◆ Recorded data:
------------------------------------------------

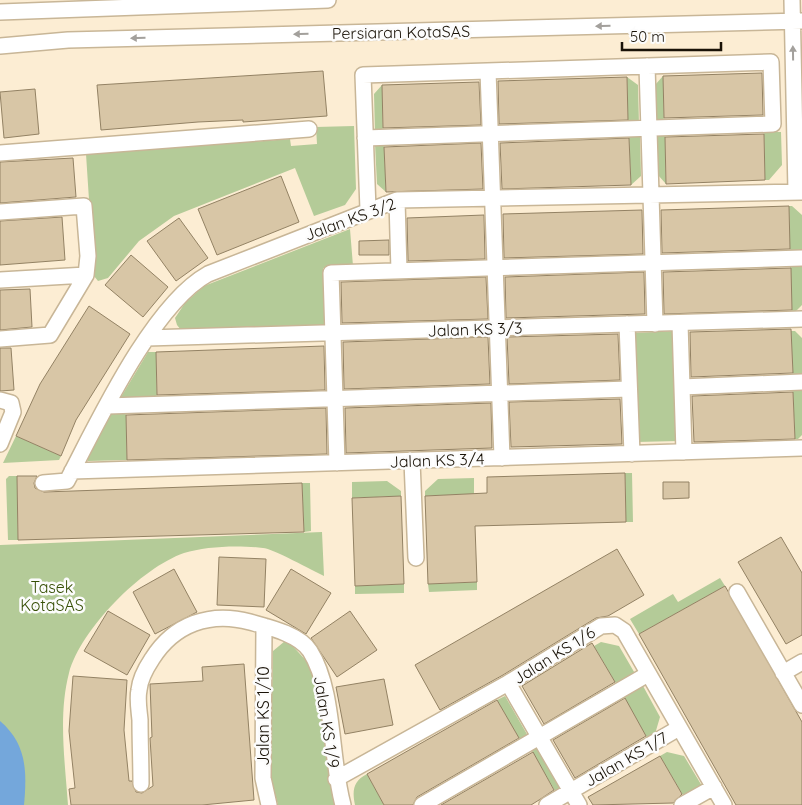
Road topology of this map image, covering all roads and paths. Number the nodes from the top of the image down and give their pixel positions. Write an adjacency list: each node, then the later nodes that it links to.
1 (328, 0): 3 (street, Persiaran KotaSAS)
2 (792, 0): 5 (street)
3 (259, 1): 4 (street, Persiaran KotaSAS)
4 (0, 12)
5 (797, 21): 6 (street, Persiaran KotaSAS, one-way to 6); 14 (street, one-way to 5)
6 (0, 46)
7 (646, 66): 8 (street); 10 (street); 10 (street)
8 (488, 71): 11 (street); 12 (street)
9 (308, 129): 13 (street)
10 (649, 129): 11 (street); 15 (street)
11 (490, 134): 12 (street); 16 (street)
12 (365, 138): 18 (street)
13 (0, 152)
14 (799, 192): 15 (street, Jalan KS 3/2)
15 (651, 195): 16 (street, Jalan KS 3/2); 21 (street)
16 (492, 198): 17 (street, Jalan KS 3/2); 22 (street)
17 (397, 200): 18 (street, Jalan KS 3/2); 23 (street)
18 (368, 210): 32 (street, Jalan KS 3/2)
19 (0, 212): 24 (street)
20 (802, 258): 21 (street)
21 (653, 263): 22 (street); 29 (street)
22 (495, 268): 23 (street); 30 (street)
23 (399, 271): 31 (street)
24 (86, 275): 25 (street); 33 (street)
25 (0, 280)
26 (802, 319): 27 (street, Jalan KS 3/3)
27 (680, 323): 29 (street, Jalan KS 3/3); 35 (street)
28 (627, 324): 29 (street, Jalan KS 3/3); 30 (street, Jalan KS 3/3); 36 (street)
29 (655, 324)
30 (498, 328): 31 (street, Jalan KS 3/3); 37 (street)
31 (332, 333): 32 (street, Jalan KS 3/3); 38 (street)
32 (148, 338): 40 (street, Jalan KS 3/2)
33 (0, 339)
34 (802, 382): 35 (street)
35 (682, 387): 43 (street)
36 (629, 389): 37 (street); 44 (street)
37 (499, 393): 38 (street); 45 (street)
38 (335, 398): 40 (street); 47 (street)
39 (6, 402): 41 (street)
40 (107, 406): 48 (street, Jalan KS 3/2)
41 (0, 444)
42 (802, 448): 43 (street, Jalan KS 3/4)
43 (684, 452): 44 (street, Jalan KS 3/4)
44 (632, 454): 45 (street, Jalan KS 3/4)
45 (502, 458): 46 (street, Jalan KS 3/4)
46 (412, 461): 47 (street, Jalan KS 3/4); 50 (street)
47 (336, 463): 48 (street, Jalan KS 3/4)
48 (72, 472): 49 (street)
49 (43, 483)
50 (416, 558)
51 (737, 592): 54 (street)
52 (264, 626): 60 (street, Jalan KS 1/9); 61 (street, Jalan KS 1/9); 64 (street, Jalan KS 1/10)
53 (802, 662): 54 (street)
54 (783, 673): 57 (street)
55 (648, 674): 56 (street, Jalan KS 1/6); 58 (street, Jalan KS 1/6); 59 (street)
56 (508, 683): 59 (street); 60 (street, Jalan KS 1/6)
57 (802, 705)
58 (679, 728): 62 (street, Jalan KS 1/6); 63 (street, Jalan KS 1/7)
59 (540, 737): 63 (street); 66 (street)
60 (336, 779): 65 (street, Jalan KS 1/9)
61 (142, 784)
62 (714, 787): 69 (street); 70 (street, Jalan KS 1/6)
63 (571, 791): 67 (street, Jalan KS 1/7); 68 (street)
64 (269, 805)
65 (343, 805)
66 (422, 805)
67 (547, 805)
68 (579, 805)
69 (682, 805)
70 (724, 805)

------------------------------------------------

◆ WORK TASK: Every line of the data above that includes "Persiaran" should be listed.

◆ TASK RESPONSE:
1 (328, 0): 3 (street, Persiaran KotaSAS)
3 (259, 1): 4 (street, Persiaran KotaSAS)
5 (797, 21): 6 (street, Persiaran KotaSAS, one-way to 6); 14 (street, one-way to 5)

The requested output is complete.